Sigma-metrics according to CLIA 1992 performance specifications
Here's the bald explanation for why CLIA goals needed to be updated. In 1992, CLIA essentially had NO performance specifications for immunoassays. So there is little insight CLIA 1992 goals can provide to the analysis of this device.
What happens when CLIA tightens its goals and expands coverage to include immunoassays?
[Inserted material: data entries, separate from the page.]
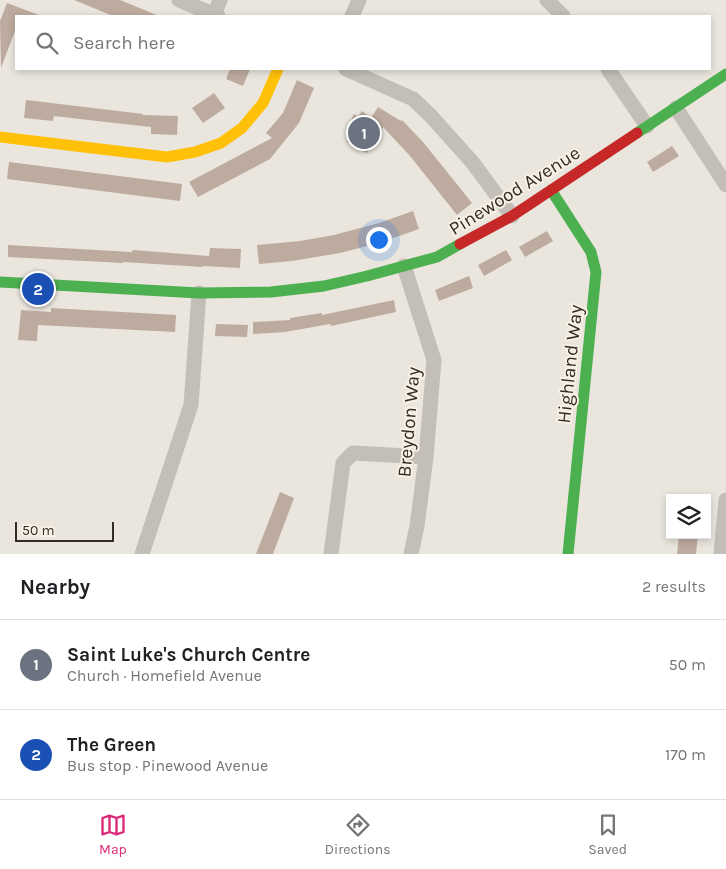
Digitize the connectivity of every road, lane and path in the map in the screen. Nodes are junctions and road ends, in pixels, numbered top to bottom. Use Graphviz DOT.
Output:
graph roads {
  1 [pos="179,0"];
  2 [pos="220,0"];
  3 [pos="359,0"];
  4 [pos="547,0"];
  5 [pos="214,15"];
  6 [pos="216,15"];
  7 [pos="352,15"];
  8 [pos="562,15"];
  9 [pos="278,70"];
  10 [pos="348,70"];
  11 [pos="609,70"];
  12 [pos="726,74"];
  13 [pos="676,108"];
  14 [pos="648,126"];
  15 [pos="0,137"];
  16 [pos="726,185"];
  17 [pos="551,190"];
  18 [pos="512,216"];
  19 [pos="404,266"];
  20 [pos="0,282"];
  21 [pos="199,294"];
  22 [pos="426,457"];
  23 [pos="726,500"];
  24 [pos="142,554"];
  25 [pos="331,554"];
  26 [pos="411,554"];
  27 [pos="568,554"];
  28 [pos="721,554"];
  1 -- 5 [label="street"];
  2 -- 6 [label="street"];
  3 -- 7 [label="street"];
  4 -- 8 [label="street"];
  9 -- 15 [label="street"];
  10 -- 18 [label="street"];
  11 -- 14 [label="street"];
  12 -- 13 [label="street, Pinewood Avenue"];
  13 -- 14 [label="street, Pinewood Avenue"];
  13 -- 16 [label="street"];
  14 -- 17 [label="street, Pinewood Avenue"];
  17 -- 18 [label="street, Pinewood Avenue"];
  17 -- 27 [label="street, Highland Way"];
  18 -- 19 [label="street, Pinewood Avenue"];
  19 -- 21 [label="street, Pinewood Avenue"];
  19 -- 22 [label="street, Breydon Way"];
  20 -- 21 [label="street, Pinewood Avenue"];
  21 -- 24 [label="street"];
  22 -- 25 [label="street"];
  22 -- 26 [label="street, Breydon Way"];
  23 -- 28 [label="street"];
}
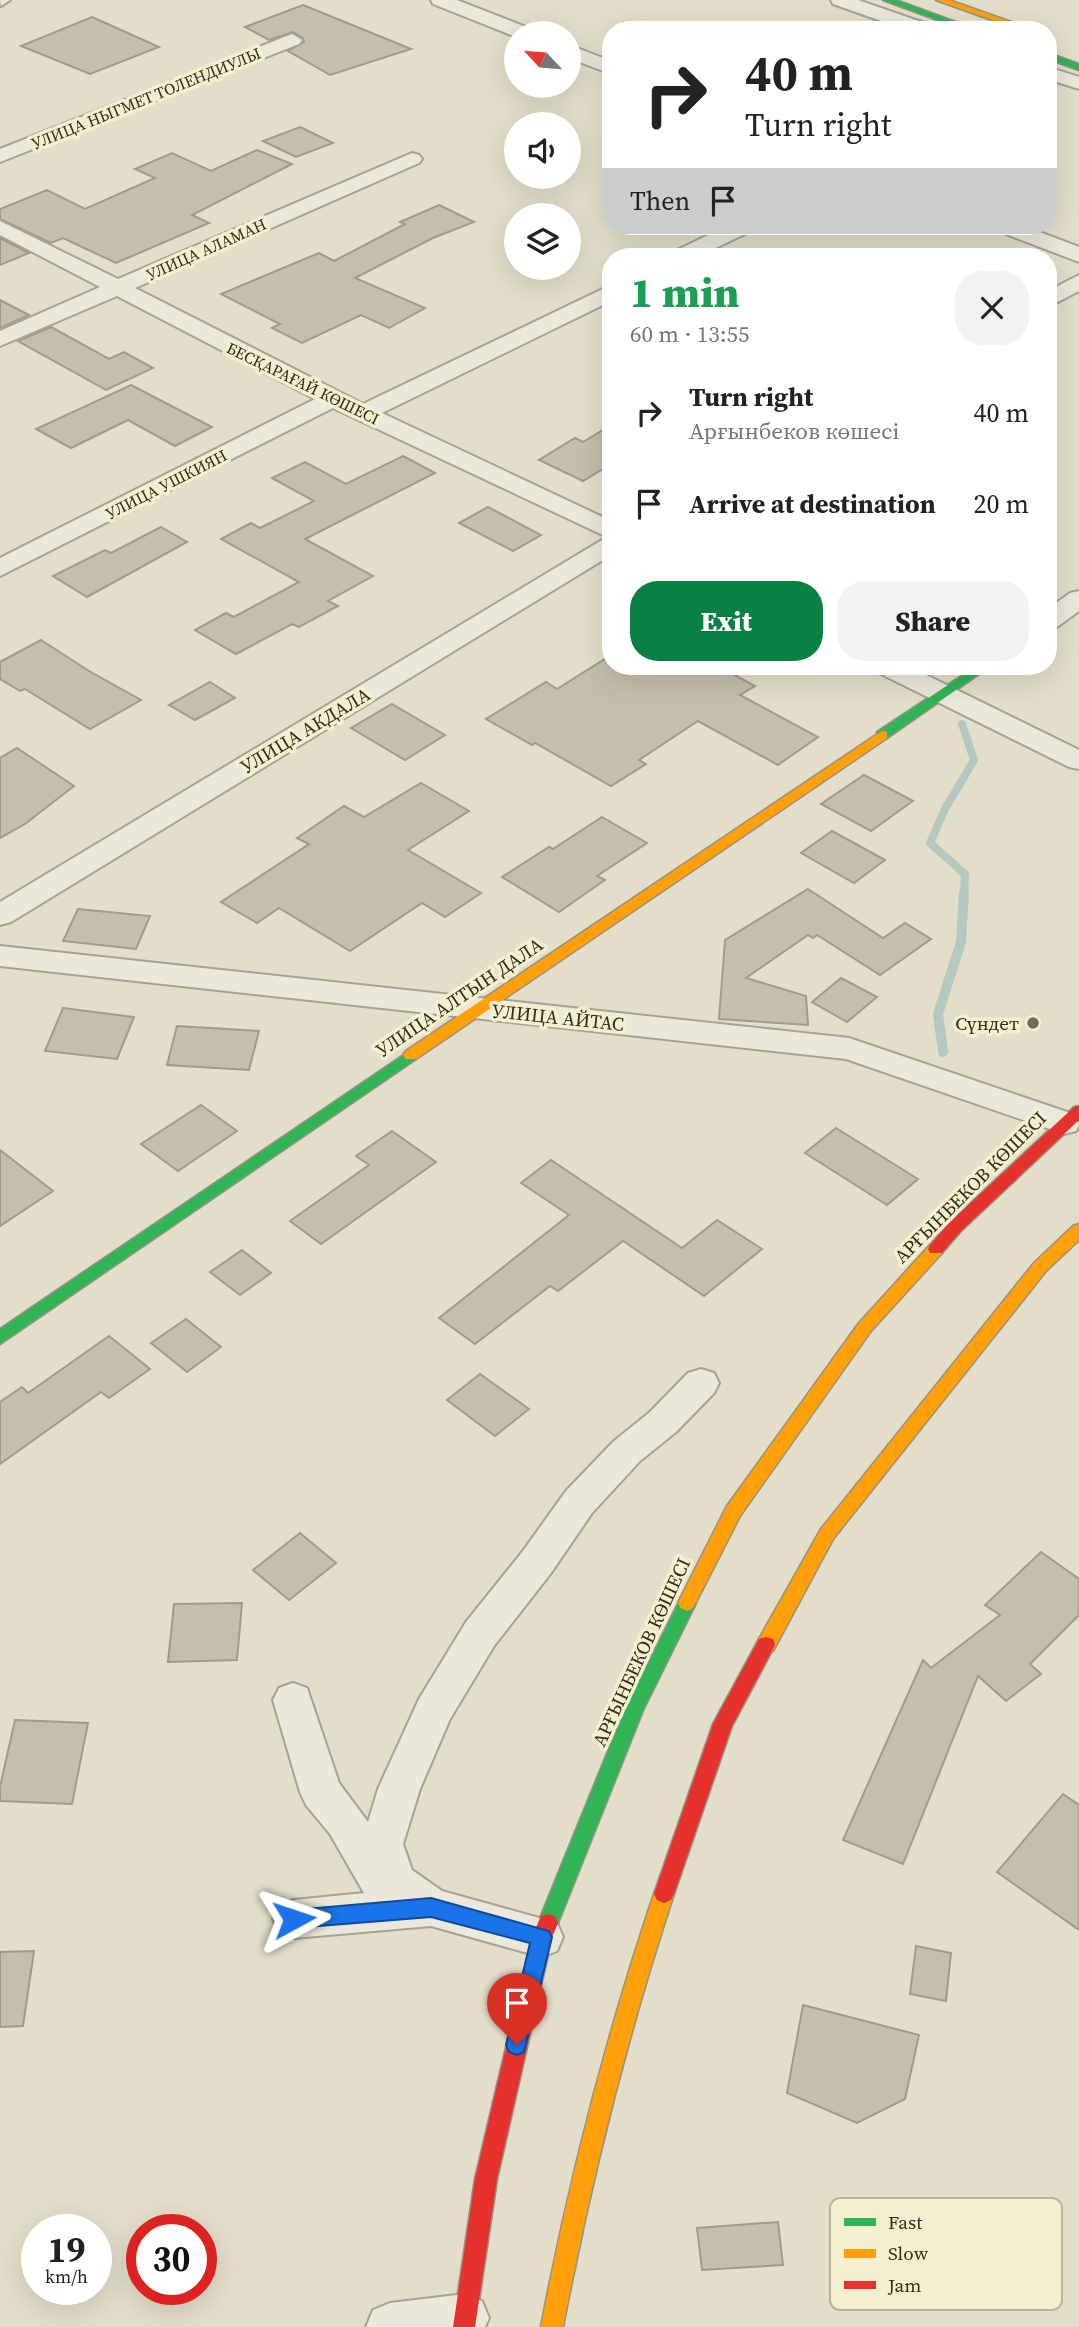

Sigma-metrics according to CLIA 2024 performance specifications
CLIA 2024 ends up somewhere in between EFLM minimum and desirable specifications. There is not a large number of 6 Sigma assays, nor is there a proliferation of poor assays. Mostly the assays are 4 and 5 Sigma.
Conclusion
Having pivoted to IA, we can see that our assumptions about CLIA and EFLM goals are going to be up-ended. CLIA goals are no longer the most permissive - it's EFLM minimum that gets that distinction. The complaints that CLIA was too big and EFLM goals should be adopted instead are being turned on its head. What will EFLM do now that their goals are the most permissive?
Clearly, we will need to assess more IA devices to get a better picture of where the state of the art is for instruments, as well as the state of the performance specifications.
Bonus Analysis: How are these assays judged when MU, MAU, EAMMU is used?
As the title of the publcation indicates, the real goal of the authors was to assess measurement uncertainty. So let's take a good look at that.
Analyte | Expanded combined Uncertainty, U |
EFLM Desirable |
EFLM Minimum MAU |
Verdict |
AFP | 14.78 | 4.6 | 6.9 | Fails both MAU |
CA 125 | 7.94 | 8.7 | 13.0 | Passes both MAU |
CA 15.3 | 7.94 | No EFLM specification | ||
CA 19.9 | 8.54 | 4.3 | 6.4 | Fails both MAU |
CEA | 8.4 | 6.8 | 10.2 | Passes minimum MAU |
Cortisol | 8.67 | 16.3 | 24.5 | Passes both MAU |
Ferritin | 8.26 | 12.8 | 19.2 | Passes both MAU |
Folate | 10.11 | 11.8 | 17.7 | Passes both MAU |
FSH | 7.39 | 12.4 | 18.6 | Passes both MAU |
LH | 5.46 | 22.8 | 34.2 | Passes both MAU |
Estradiol | 6.93 | 15 | 22.5 | Passes both MAU |
fPSA | 6.95 | 8.8 | 13.2 | Passes both MAU |
tPSA | 11.98 | 6.98 | 10.2 | Fails both MAU |
PTH | 27.47 | 15.7 | 23.5 | Fails both MAU |
fT3 | 7.18 | 5 | 7.5 | Fails both MAU |
fT4 | 9.2 | 4.9 | 7.4 | Fails both MAU |
Testosterone | 9.67 | 12.5 | 18.8 | Passes both MAU |
TSH | 9.68 | 17.7 | 26.5 | Passes both MAU |
Curiously, this analysis has one of the highest pass rates: 10 pass, 6 fail, and 1 passes the minimum MAU. That's almost the easiest set of benchmarks we've looked at. Only the EFLM minimum TEa are more permissive. One of the reasons for this, of course, is that the impact of bias is either ignored or minimized.
It appears EFLM is trending much more permissive. This may make labs and particularly manufacturers happier, but the resulting quality delivered to patients may not improve at all.